Task requirements: Which lines in the records below contain the word "Лева"? Copy each one out.

═════ Records for this exercise

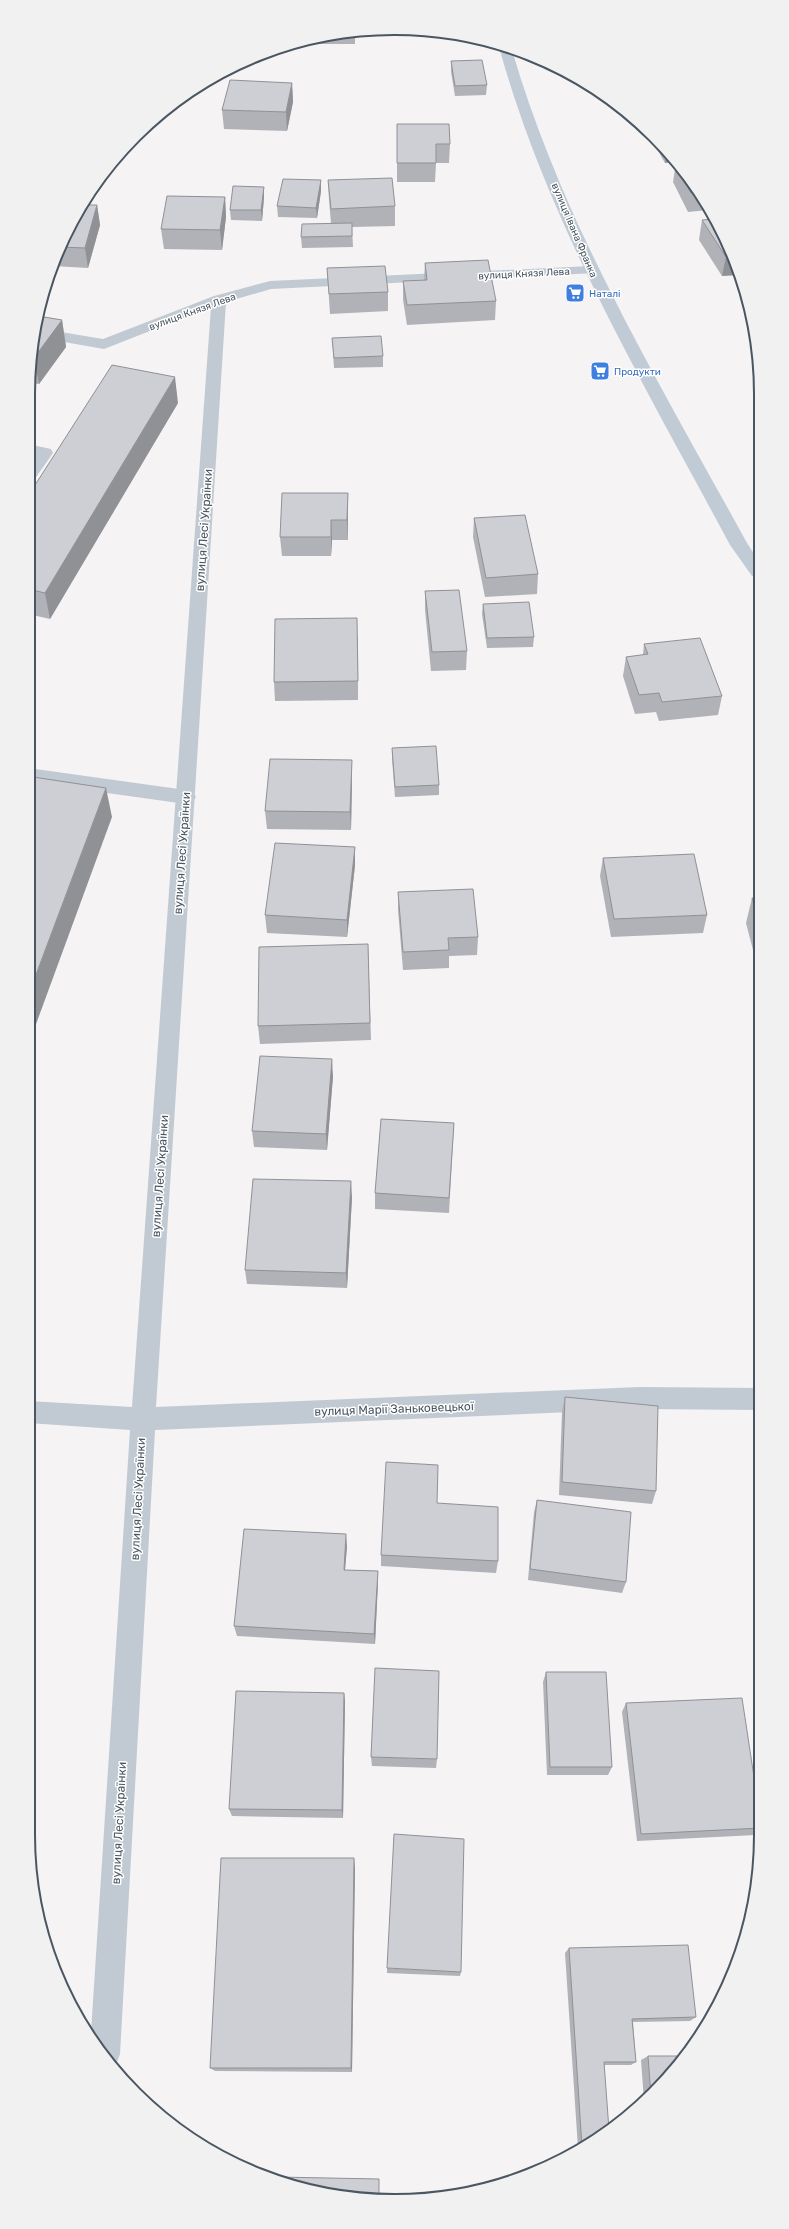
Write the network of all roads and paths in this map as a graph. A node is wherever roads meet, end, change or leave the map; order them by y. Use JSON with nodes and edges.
{"nodes":[{"id":1,"x":507,"y":53,"type":"edge"},
{"id":2,"x":591,"y":270,"type":"junction"},
{"id":3,"x":219,"y":299,"type":"junction"},
{"id":4,"x":41,"y":333,"type":"edge"},
{"id":5,"x":35,"y":451,"type":"edge"},
{"id":6,"x":35,"y":467,"type":"edge"},
{"id":7,"x":754,"y":566,"type":"edge"},
{"id":8,"x":35,"y":776,"type":"edge"},
{"id":9,"x":186,"y":797,"type":"junction"},
{"id":10,"x":754,"y":1399,"type":"edge"},
{"id":11,"x":35,"y":1412,"type":"edge"},
{"id":12,"x":143,"y":1419,"type":"junction"},
{"id":13,"x":105,"y":2048,"type":"edge"}],
"edges":[{"from":1,"to":2,"type":"main road","name":"вулиця Івана Франка"},
{"from":2,"to":3,"type":"street","name":"вулиця Князя Лева"},
{"from":2,"to":7,"type":"main road","name":"вулиця Івана Франка"},
{"from":3,"to":4,"type":"street","name":"вулиця Князя Лева"},
{"from":3,"to":9,"type":"street","name":"вулиця Лесі Українки"},
{"from":5,"to":6,"type":"street"},
{"from":8,"to":9,"type":"street"},
{"from":9,"to":12,"type":"street","name":"вулиця Лесі Українки"},
{"from":10,"to":12,"type":"street","name":"вулиця Марії Заньковецької"},
{"from":11,"to":12,"type":"street","name":"вулиця Марії Заньковецької"},
{"from":12,"to":13,"type":"street","name":"вулиця Лесі Українки"}]}
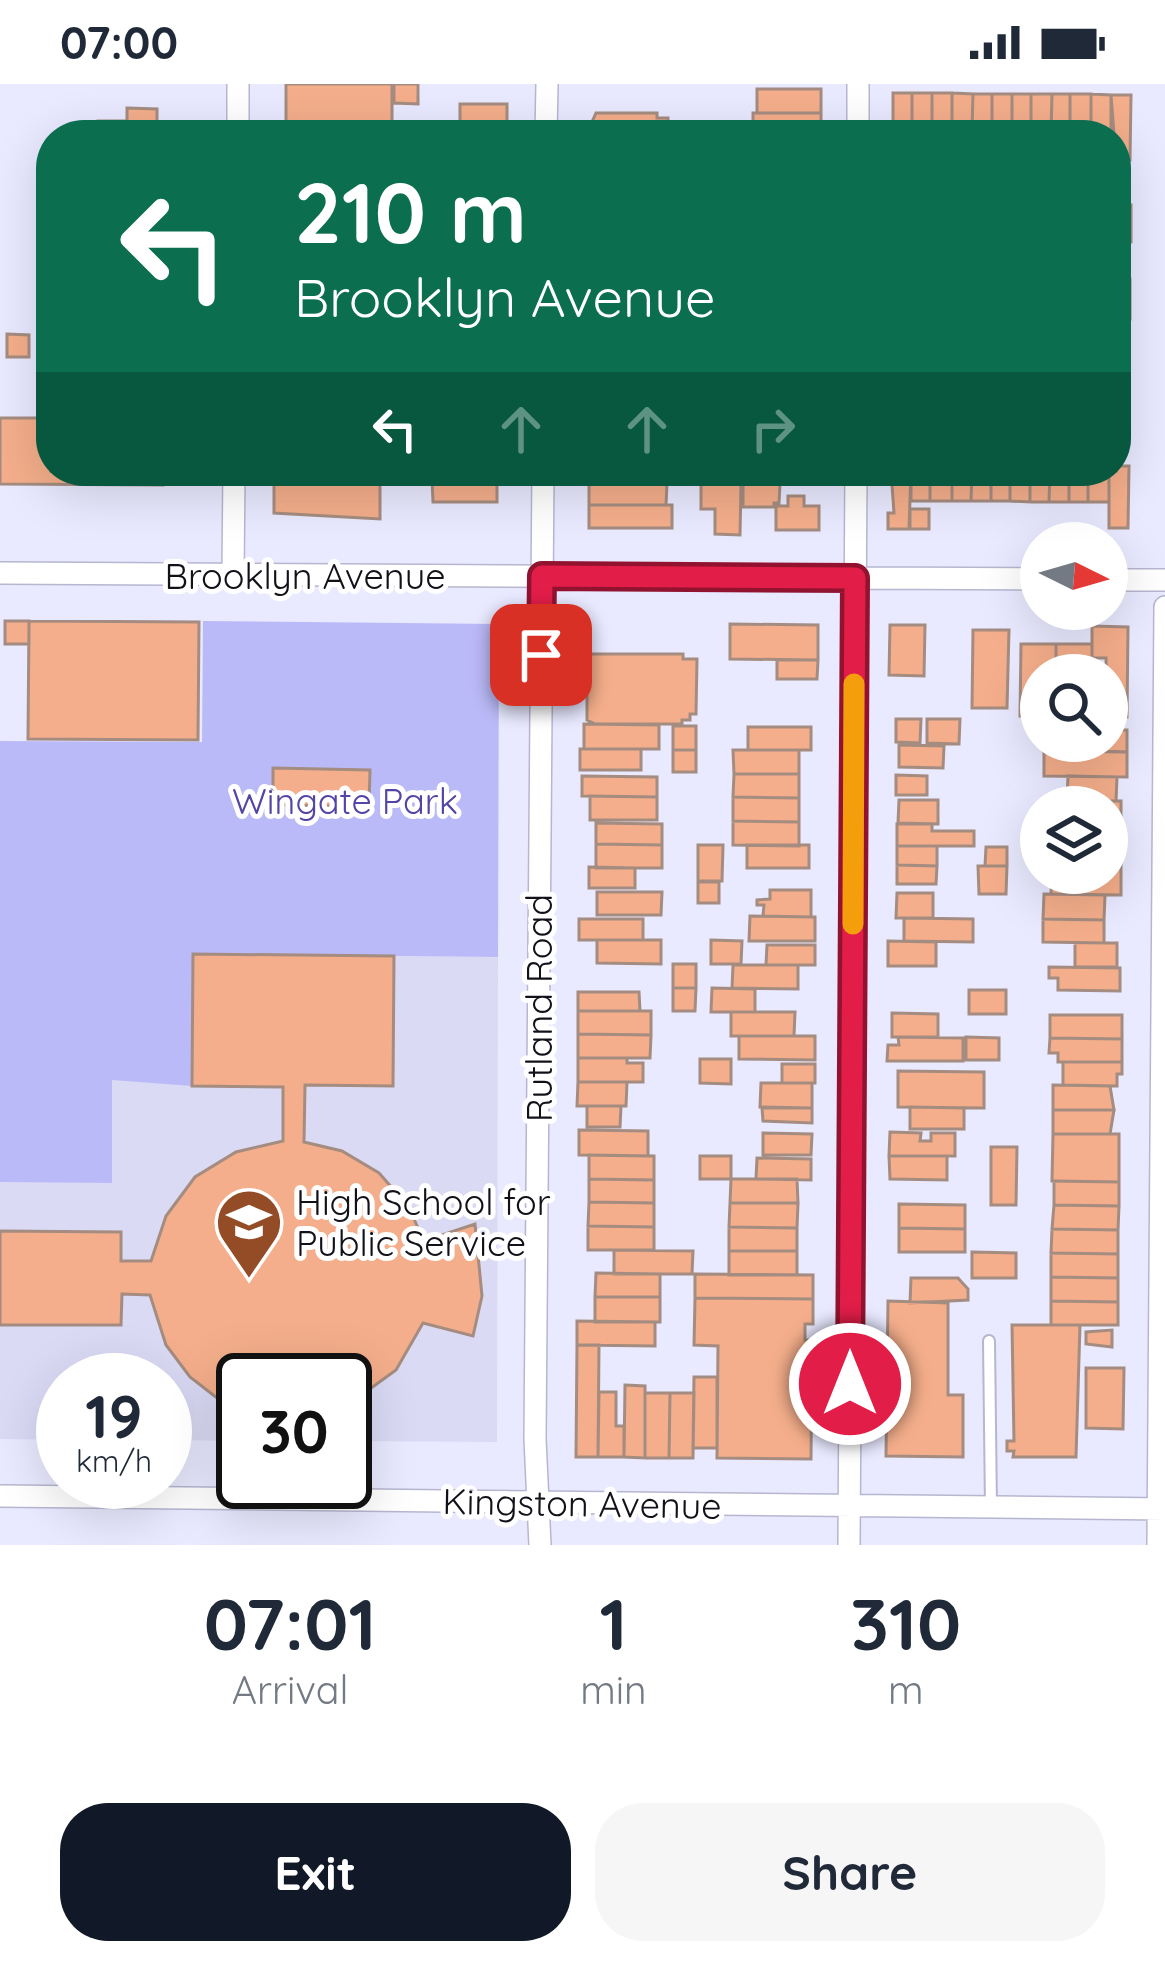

══════════

Exercise output:
{"from":2,"to":3,"type":"street","name":"вулиця Князя Лева"},
{"from":3,"to":4,"type":"street","name":"вулиця Князя Лева"},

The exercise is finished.